**SOURCE DATA:**
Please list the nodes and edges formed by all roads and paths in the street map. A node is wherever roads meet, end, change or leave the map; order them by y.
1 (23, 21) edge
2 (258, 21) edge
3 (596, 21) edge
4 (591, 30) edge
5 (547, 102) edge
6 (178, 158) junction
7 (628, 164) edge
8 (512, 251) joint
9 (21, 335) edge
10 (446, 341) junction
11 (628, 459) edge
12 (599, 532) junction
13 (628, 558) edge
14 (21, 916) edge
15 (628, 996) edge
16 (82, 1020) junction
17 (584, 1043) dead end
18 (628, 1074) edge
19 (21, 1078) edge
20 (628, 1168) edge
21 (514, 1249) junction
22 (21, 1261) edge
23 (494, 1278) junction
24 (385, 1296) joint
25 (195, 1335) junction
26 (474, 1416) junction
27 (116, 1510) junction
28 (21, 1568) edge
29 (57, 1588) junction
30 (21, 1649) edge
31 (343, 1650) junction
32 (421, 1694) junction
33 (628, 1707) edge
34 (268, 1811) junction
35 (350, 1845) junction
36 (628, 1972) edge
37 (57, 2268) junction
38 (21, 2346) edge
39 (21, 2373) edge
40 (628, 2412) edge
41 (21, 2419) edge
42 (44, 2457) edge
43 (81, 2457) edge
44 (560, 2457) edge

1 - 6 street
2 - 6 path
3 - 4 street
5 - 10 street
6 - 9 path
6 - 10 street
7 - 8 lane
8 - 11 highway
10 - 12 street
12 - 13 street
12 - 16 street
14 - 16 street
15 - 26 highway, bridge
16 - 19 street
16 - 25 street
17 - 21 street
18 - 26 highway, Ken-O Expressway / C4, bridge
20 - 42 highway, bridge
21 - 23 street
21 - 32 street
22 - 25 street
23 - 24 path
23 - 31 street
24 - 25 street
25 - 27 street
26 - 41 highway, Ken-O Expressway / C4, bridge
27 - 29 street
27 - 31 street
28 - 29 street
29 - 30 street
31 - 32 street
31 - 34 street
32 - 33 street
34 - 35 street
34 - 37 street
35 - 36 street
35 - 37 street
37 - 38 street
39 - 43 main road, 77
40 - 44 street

**PROMPT:** Take the entries above and transcribe them exactly as they stand.

**WRITTEN RESPONSE:**
Please list the nodes and edges formed by all roads and paths in the street map. A node is wherever roads meet, end, change or leave the map; order them by y.
1 (23, 21) edge
2 (258, 21) edge
3 (596, 21) edge
4 (591, 30) edge
5 (547, 102) edge
6 (178, 158) junction
7 (628, 164) edge
8 (512, 251) joint
9 (21, 335) edge
10 (446, 341) junction
11 (628, 459) edge
12 (599, 532) junction
13 (628, 558) edge
14 (21, 916) edge
15 (628, 996) edge
16 (82, 1020) junction
17 (584, 1043) dead end
18 (628, 1074) edge
19 (21, 1078) edge
20 (628, 1168) edge
21 (514, 1249) junction
22 (21, 1261) edge
23 (494, 1278) junction
24 (385, 1296) joint
25 (195, 1335) junction
26 (474, 1416) junction
27 (116, 1510) junction
28 (21, 1568) edge
29 (57, 1588) junction
30 (21, 1649) edge
31 (343, 1650) junction
32 (421, 1694) junction
33 (628, 1707) edge
34 (268, 1811) junction
35 (350, 1845) junction
36 (628, 1972) edge
37 (57, 2268) junction
38 (21, 2346) edge
39 (21, 2373) edge
40 (628, 2412) edge
41 (21, 2419) edge
42 (44, 2457) edge
43 (81, 2457) edge
44 (560, 2457) edge

1 - 6 street
2 - 6 path
3 - 4 street
5 - 10 street
6 - 9 path
6 - 10 street
7 - 8 lane
8 - 11 highway
10 - 12 street
12 - 13 street
12 - 16 street
14 - 16 street
15 - 26 highway, bridge
16 - 19 street
16 - 25 street
17 - 21 street
18 - 26 highway, Ken-O Expressway / C4, bridge
20 - 42 highway, bridge
21 - 23 street
21 - 32 street
22 - 25 street
23 - 24 path
23 - 31 street
24 - 25 street
25 - 27 street
26 - 41 highway, Ken-O Expressway / C4, bridge
27 - 29 street
27 - 31 street
28 - 29 street
29 - 30 street
31 - 32 street
31 - 34 street
32 - 33 street
34 - 35 street
34 - 37 street
35 - 36 street
35 - 37 street
37 - 38 street
39 - 43 main road, 77
40 - 44 street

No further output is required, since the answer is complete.